MAKING LONGITUDINAL CUT IN
BARK

DRAWING THE BARK OFF THE LOG

REMOVING THE OUTER BARK


BEATING THE BARK

WORKING THE BARK-CLOTH AFTER BEATING, TO MAKE IT


SOFT

MANUFACTURE OF BARK-CLOTH AT NEWALA


To-day, nearly the whole population of German East Africa is
clothed in imported calico. This was not always the case; even now in
some parts of the north dressed skins are still the prevailing wear,
and in the north-western districts—east and north of Lake
Tanganyika—lies a zone where bark-cloth has not yet been
superseded. Probably not many generations have passed since such
bark fabrics and kilts of skins were the only clothing even in the
south. Even to-day, large quantities of this bright-red or drab
material are still to be found; but if we wish to see it, we must look in
the granaries and on the drying stages inside the native huts, where
it serves less ambitious uses as wrappings for those seeds and fruits
which require to be packed with special care. The salt produced at
Masasi, too, is packed for transport to a distance in large sheets of
bark-cloth. Wherever I found it in any degree possible, I studied the
process of making this cloth. The native requisitioned for the
purpose arrived, carrying a log between two and three yards long and
as thick as his thigh, and nothing else except a curiously-shaped
mallet and the usual long, sharp and pointed knife which all men and
boys wear in a belt at their backs without a sheath—horribile dictu!
[51]
Silently he squats down before me, and with two rapid cuts has
drawn a couple of circles round the log some two yards apart, and
slits the bark lengthwise between them with the point of his knife.
With evident care, he then scrapes off the outer rind all round the
log, so that in a quarter of an hour the inner red layer of the bark
shows up brightly-coloured between the two untouched ends. With
some trouble and much caution, he now loosens the bark at one end,
and opens the cylinder. He then stands up, takes hold of the free
edge with both hands, and turning it inside out, slowly but steadily
pulls it off in one piece. Now comes the troublesome work of
scraping all superfluous particles of outer bark from the outside of
the long, narrow piece of material, while the inner side is carefully
scrutinised for defective spots.

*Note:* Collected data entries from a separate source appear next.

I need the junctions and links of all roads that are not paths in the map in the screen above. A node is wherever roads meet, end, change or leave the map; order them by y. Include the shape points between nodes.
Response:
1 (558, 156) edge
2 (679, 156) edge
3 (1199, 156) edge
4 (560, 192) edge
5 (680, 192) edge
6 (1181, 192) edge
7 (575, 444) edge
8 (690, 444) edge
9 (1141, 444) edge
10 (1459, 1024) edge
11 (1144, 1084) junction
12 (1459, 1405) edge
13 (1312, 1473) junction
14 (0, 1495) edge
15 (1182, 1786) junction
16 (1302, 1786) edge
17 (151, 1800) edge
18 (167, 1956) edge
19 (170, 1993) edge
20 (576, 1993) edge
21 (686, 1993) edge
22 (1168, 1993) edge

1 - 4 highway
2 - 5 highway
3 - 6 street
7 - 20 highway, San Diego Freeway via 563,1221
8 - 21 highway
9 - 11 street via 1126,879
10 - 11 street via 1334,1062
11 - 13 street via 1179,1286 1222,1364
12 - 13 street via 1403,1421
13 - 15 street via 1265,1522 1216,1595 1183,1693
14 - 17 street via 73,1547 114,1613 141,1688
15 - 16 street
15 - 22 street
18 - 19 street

At last it is ready for beating. Having
signalled to a friend, who immediately places a bowl of water beside
him, the artificer damps his sheet of bark all over, seizes his mallet,
lays one end of the stuff on the smoothest spot of the log, and
hammers away slowly but continuously. “Very simple!” I think to
myself. “Why, I could do that, too!”—but I am forced to change my
opinions a little later on; for the beating is quite an art, if the fabric is
not to be beaten to pieces. To prevent the breaking of the fibres, the
stuff is several times folded across, so as to interpose several
thicknesses between the mallet and the block. At last the required
state is reached, and the fundi seizes the sheet, still folded, by both
ends, and wrings it out, or calls an assistant to take one end while he
holds the other. The cloth produced in this way is not nearly so fine
and uniform in texture as the famous Uganda bark-cloth, but it is
quite soft, and, above all, cheap.
Now, too, I examine the mallet. My craftsman has been using the
simpler but better form of this implement, a conical block of some
hard wood, its base—the striking surface—being scored across and
across with more or less deeply-cut grooves, and the handle stuck
into a hole in the middle. The other and earlier form of mallet is
shaped in the same way, but the head is fastened by an ingenious
network of bark strips into the split bamboo serving as a handle. The
observation so often made, that ancient customs persist longest in
connection with religious ceremonies and in the life of children, here
finds confirmation. As we shall soon see, bark-cloth is still worn
during the unyago,[52] having been prepared with special solemn
ceremonies; and many a mother, if she has no other garment handy,
will still put her little one into a kilt of bark-cloth, which, after all,
looks better, besides being more in keeping with its African
surroundings, than the ridiculous bit of print from Ulaya.